• [MATERIAL SHOWN]
━━━━━━

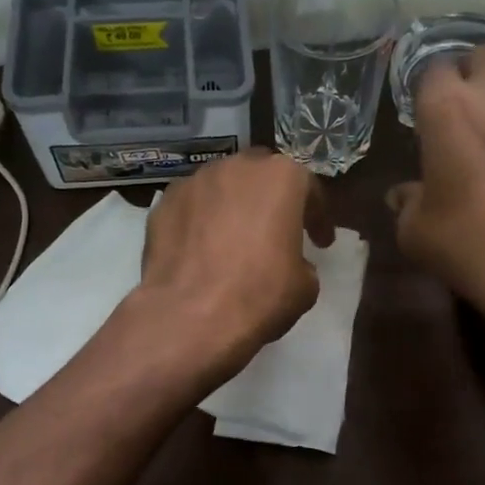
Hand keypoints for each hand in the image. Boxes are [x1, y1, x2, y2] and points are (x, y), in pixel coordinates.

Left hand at [127, 149, 331, 383]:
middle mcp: (237, 167)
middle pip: (260, 176)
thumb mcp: (305, 285)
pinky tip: (201, 251)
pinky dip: (200, 222)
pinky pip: (191, 207)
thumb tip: (289, 263)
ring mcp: (194, 182)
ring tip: (234, 239)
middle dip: (270, 199)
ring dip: (232, 207)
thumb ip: (301, 261)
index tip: (321, 243)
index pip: (309, 188)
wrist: (189, 316)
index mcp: (281, 177)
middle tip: (276, 230)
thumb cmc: (259, 295)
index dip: (318, 218)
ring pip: (221, 187)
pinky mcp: (163, 204)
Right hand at [388, 47, 484, 358]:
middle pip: (484, 54)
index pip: (432, 68)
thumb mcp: (416, 233)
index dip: (428, 88)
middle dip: (472, 72)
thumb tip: (404, 194)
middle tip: (466, 106)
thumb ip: (407, 202)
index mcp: (447, 109)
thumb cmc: (471, 247)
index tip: (426, 111)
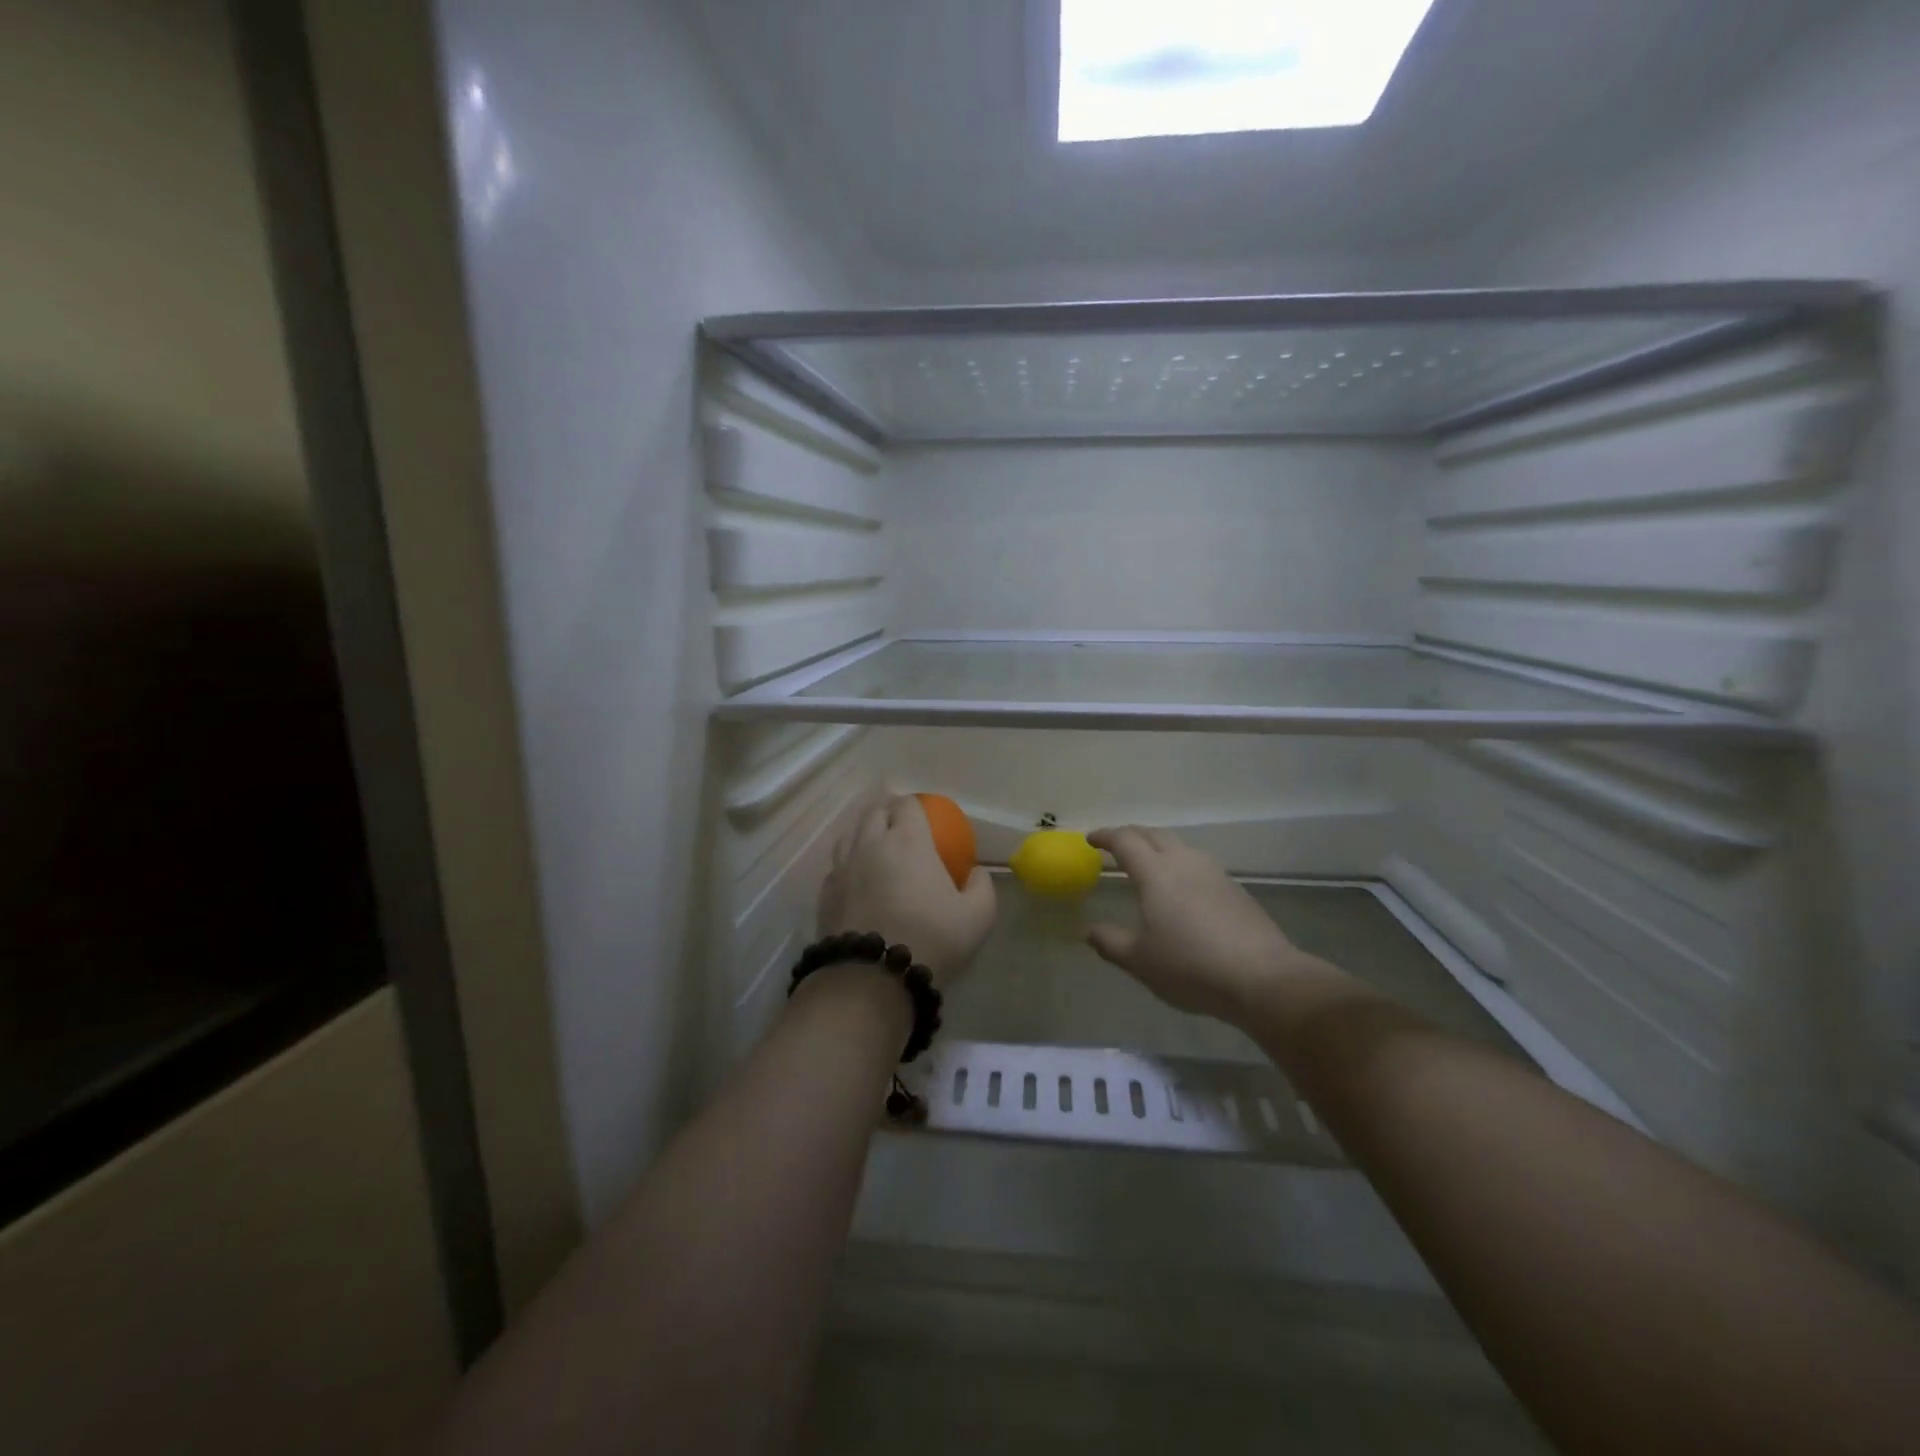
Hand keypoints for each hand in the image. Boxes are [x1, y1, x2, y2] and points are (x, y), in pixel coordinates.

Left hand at [818, 795, 995, 985]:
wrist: (873, 978)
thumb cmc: (931, 939)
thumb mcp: (978, 916)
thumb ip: (982, 886)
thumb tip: (975, 871)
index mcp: (907, 840)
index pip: (907, 804)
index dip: (916, 806)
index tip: (925, 817)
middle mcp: (870, 843)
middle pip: (874, 812)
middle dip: (887, 813)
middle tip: (901, 828)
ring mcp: (843, 867)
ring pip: (849, 834)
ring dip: (864, 833)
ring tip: (876, 847)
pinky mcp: (825, 892)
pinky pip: (837, 865)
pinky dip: (848, 863)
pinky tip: (857, 879)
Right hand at [1085, 825, 1307, 1023]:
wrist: (1261, 977)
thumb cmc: (1190, 966)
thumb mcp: (1140, 960)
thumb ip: (1111, 942)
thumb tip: (1091, 930)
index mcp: (1155, 872)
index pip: (1125, 841)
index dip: (1105, 836)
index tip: (1091, 839)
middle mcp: (1184, 862)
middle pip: (1153, 834)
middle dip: (1131, 835)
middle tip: (1116, 845)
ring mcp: (1213, 873)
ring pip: (1180, 846)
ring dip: (1158, 847)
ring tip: (1148, 863)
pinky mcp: (1234, 889)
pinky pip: (1198, 864)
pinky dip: (1180, 865)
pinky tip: (1182, 888)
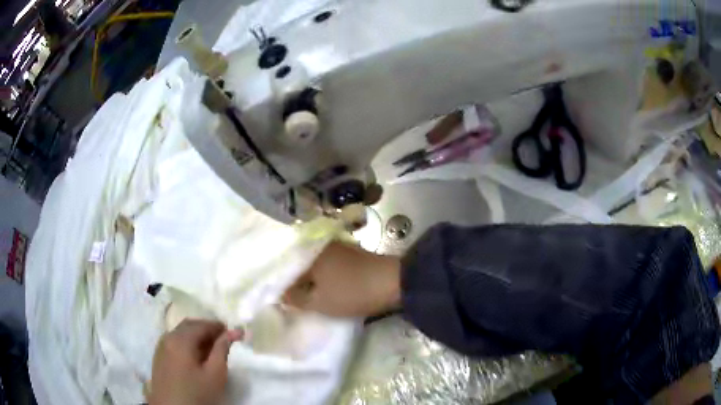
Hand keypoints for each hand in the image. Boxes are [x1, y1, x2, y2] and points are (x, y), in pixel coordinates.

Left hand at [149, 319, 242, 404]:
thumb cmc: (197, 393)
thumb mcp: (215, 374)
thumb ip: (223, 350)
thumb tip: (233, 331)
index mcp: (181, 339)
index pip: (202, 325)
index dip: (219, 327)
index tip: (234, 333)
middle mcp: (168, 338)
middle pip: (189, 325)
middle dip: (207, 329)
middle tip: (224, 340)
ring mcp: (161, 347)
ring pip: (180, 333)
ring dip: (197, 336)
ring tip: (212, 349)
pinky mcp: (159, 357)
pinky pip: (174, 342)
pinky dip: (187, 343)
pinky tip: (196, 357)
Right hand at [283, 241, 401, 317]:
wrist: (393, 283)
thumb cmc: (352, 292)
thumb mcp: (320, 302)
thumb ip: (296, 299)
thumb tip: (282, 295)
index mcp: (310, 253)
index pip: (286, 268)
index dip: (282, 284)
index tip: (279, 298)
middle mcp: (321, 245)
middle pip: (301, 264)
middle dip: (296, 281)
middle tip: (291, 298)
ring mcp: (338, 247)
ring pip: (315, 264)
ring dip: (311, 279)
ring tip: (305, 295)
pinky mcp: (351, 253)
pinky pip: (329, 264)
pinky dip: (324, 276)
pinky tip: (323, 287)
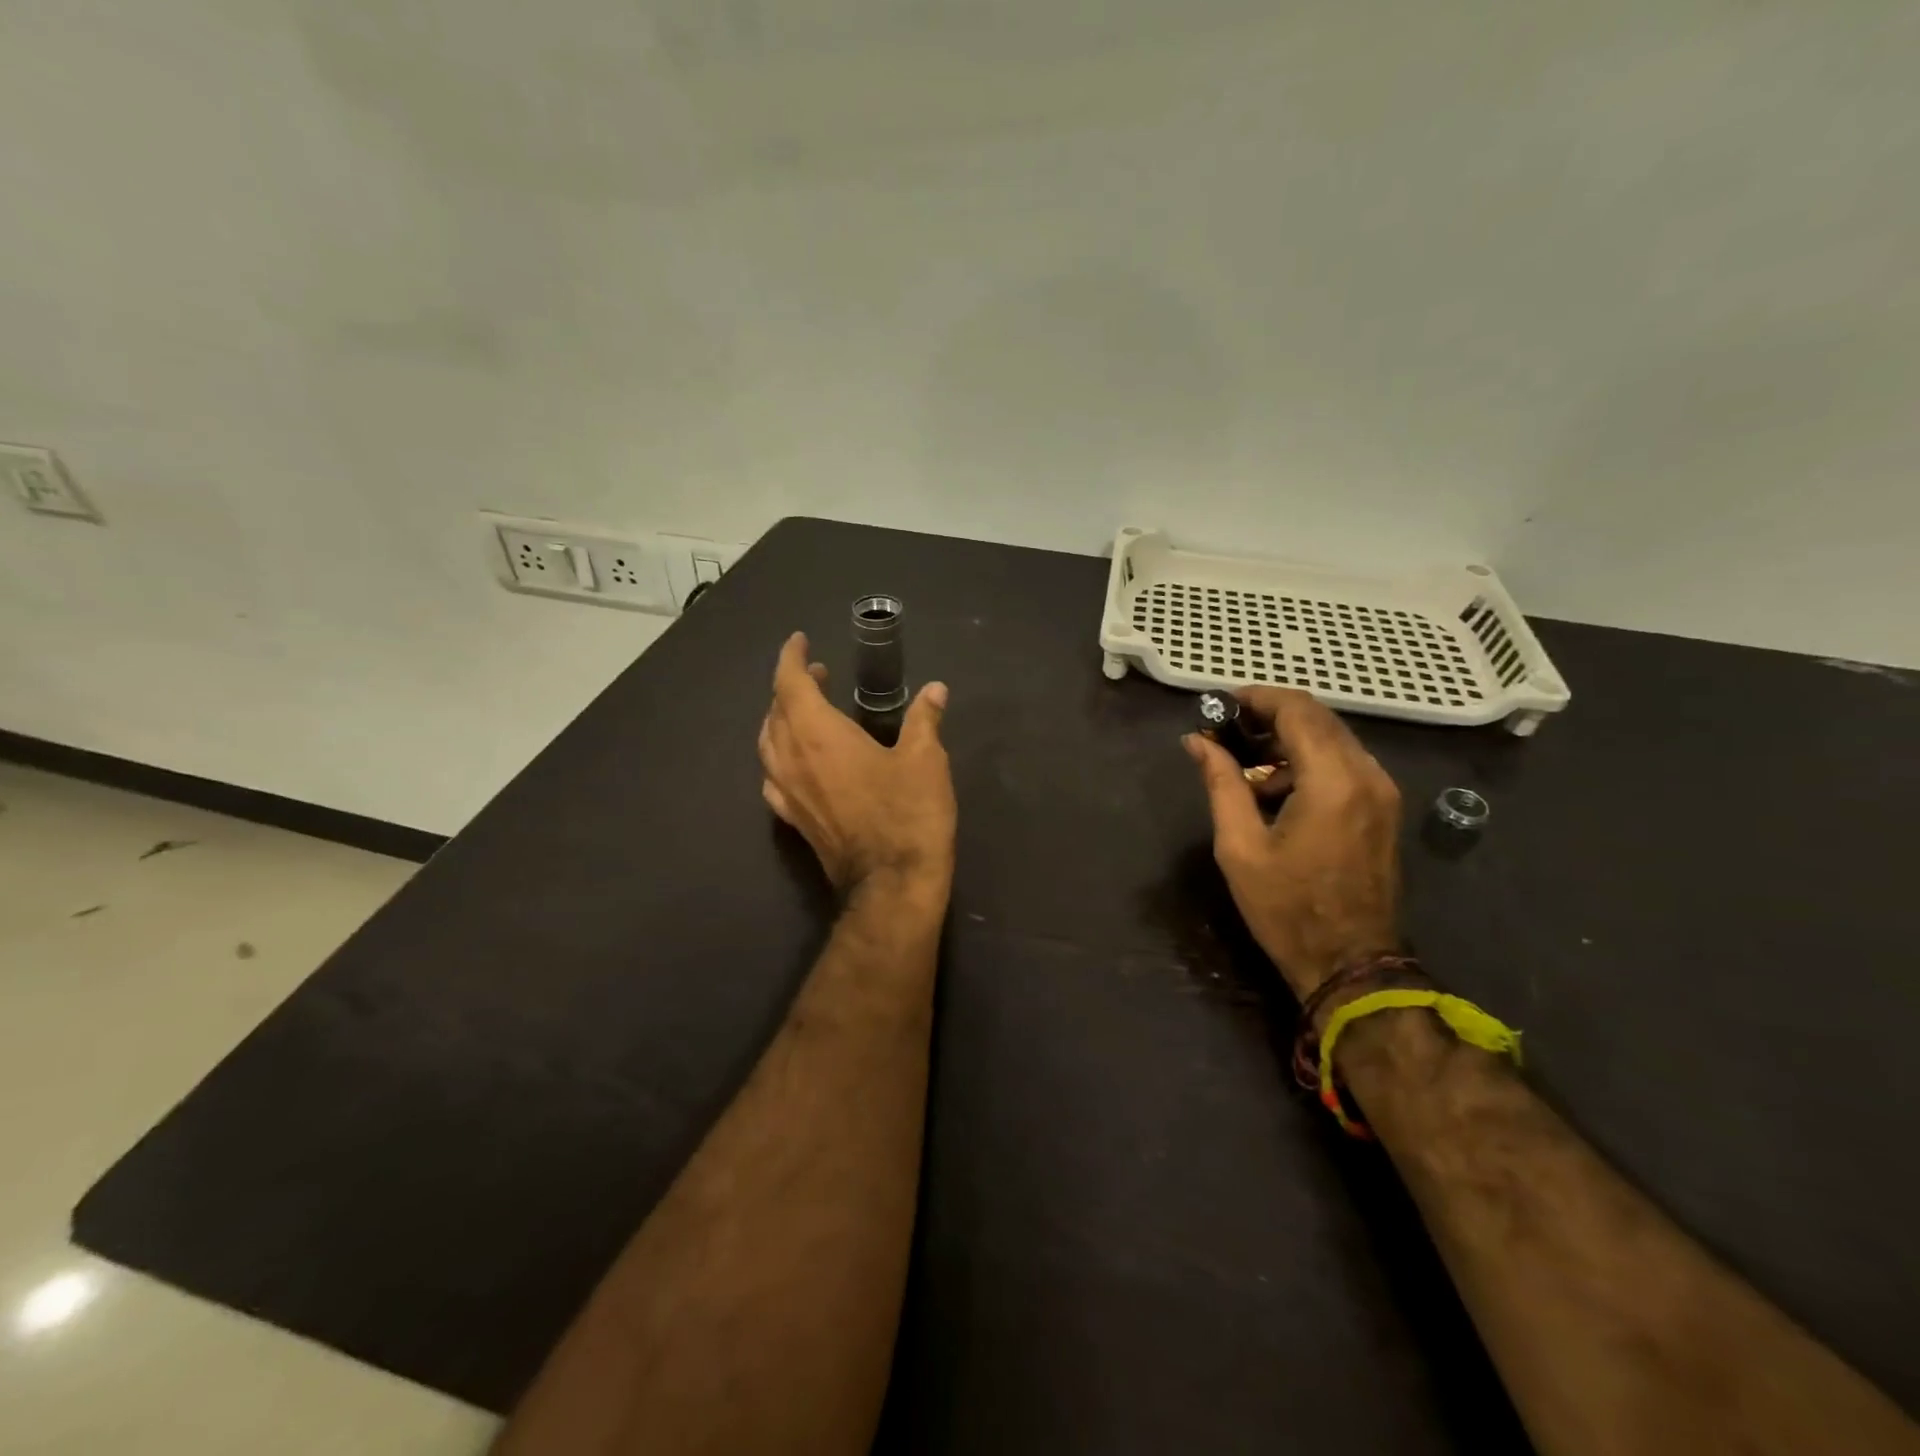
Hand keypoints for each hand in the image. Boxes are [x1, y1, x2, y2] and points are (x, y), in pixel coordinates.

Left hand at [759, 632, 956, 896]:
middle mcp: (791, 758)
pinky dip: (781, 756)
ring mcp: (787, 792)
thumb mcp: (924, 759)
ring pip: (768, 744)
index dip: (791, 657)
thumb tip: (935, 690)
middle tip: (819, 676)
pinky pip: (773, 776)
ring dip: (782, 719)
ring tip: (806, 712)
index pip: (789, 683)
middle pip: (775, 711)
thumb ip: (924, 719)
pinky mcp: (794, 820)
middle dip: (792, 686)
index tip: (801, 641)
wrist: (891, 883)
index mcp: (817, 734)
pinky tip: (798, 761)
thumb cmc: (908, 813)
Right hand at [1184, 688, 1401, 1000]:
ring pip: (1333, 738)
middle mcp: (1367, 774)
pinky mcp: (1384, 808)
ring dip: (1289, 740)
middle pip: (1318, 718)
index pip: (1297, 710)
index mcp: (1332, 780)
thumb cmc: (1286, 908)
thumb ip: (1221, 782)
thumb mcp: (1239, 846)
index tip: (1221, 706)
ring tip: (1246, 767)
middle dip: (1270, 716)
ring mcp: (1382, 791)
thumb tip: (1197, 741)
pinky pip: (1345, 763)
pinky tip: (1278, 789)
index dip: (1256, 698)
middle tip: (1227, 732)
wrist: (1350, 963)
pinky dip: (1309, 761)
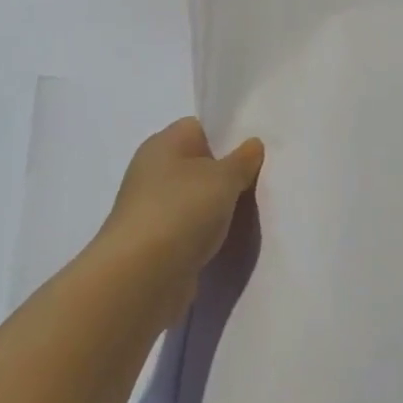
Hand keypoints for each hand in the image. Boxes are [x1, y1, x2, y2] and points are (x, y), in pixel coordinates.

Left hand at [95, 118, 264, 291]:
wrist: (142, 276)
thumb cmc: (182, 211)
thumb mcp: (224, 178)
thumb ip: (243, 159)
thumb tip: (252, 144)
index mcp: (163, 145)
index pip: (199, 127)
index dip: (228, 135)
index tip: (256, 151)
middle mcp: (153, 172)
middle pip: (199, 163)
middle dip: (228, 172)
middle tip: (260, 179)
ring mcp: (153, 207)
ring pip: (197, 196)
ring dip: (220, 204)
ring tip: (250, 209)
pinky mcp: (158, 240)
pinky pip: (191, 224)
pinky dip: (209, 229)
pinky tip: (228, 235)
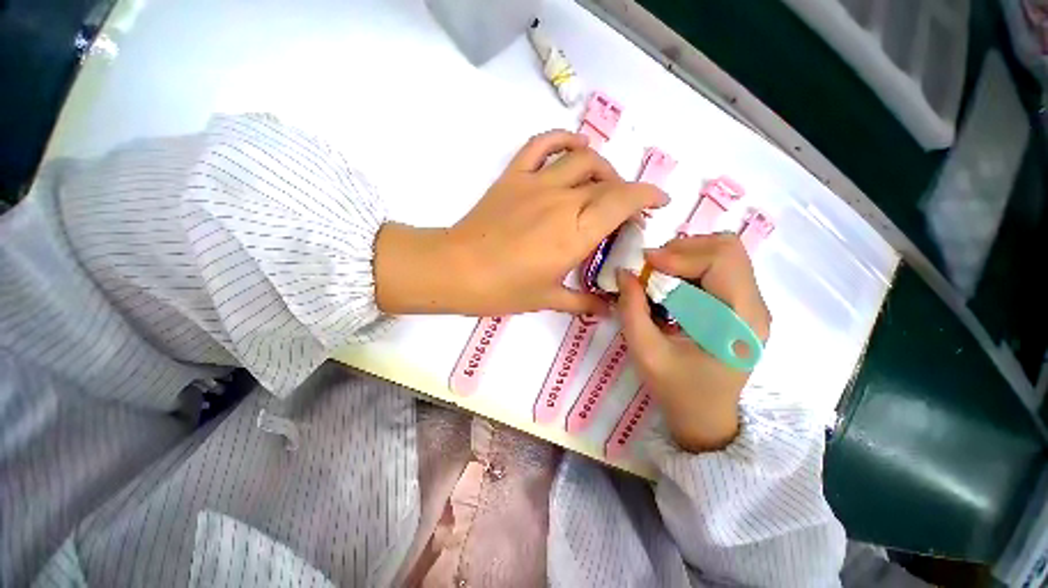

━━━━━━

• [TASK PROMPT] Only the lines from the one containing "index tip: (256, 151)" through the final line of the listing should be reproduced, exactly and with no pictures.

• [EXERCISE ANSWER]
index tip: (256, 151)
middle mcp: (153, 172)
middle pip: (199, 163)
middle dip: (228, 172)
middle tip: (260, 179)
ring mcp: (153, 207)
ring pip: (197, 196)
ring dip: (220, 204)
ring tip: (250, 209)
pinky mcp: (158, 240)
pinky pip: (191, 224)
pinky dip: (209, 229)
pinky tip: (228, 235)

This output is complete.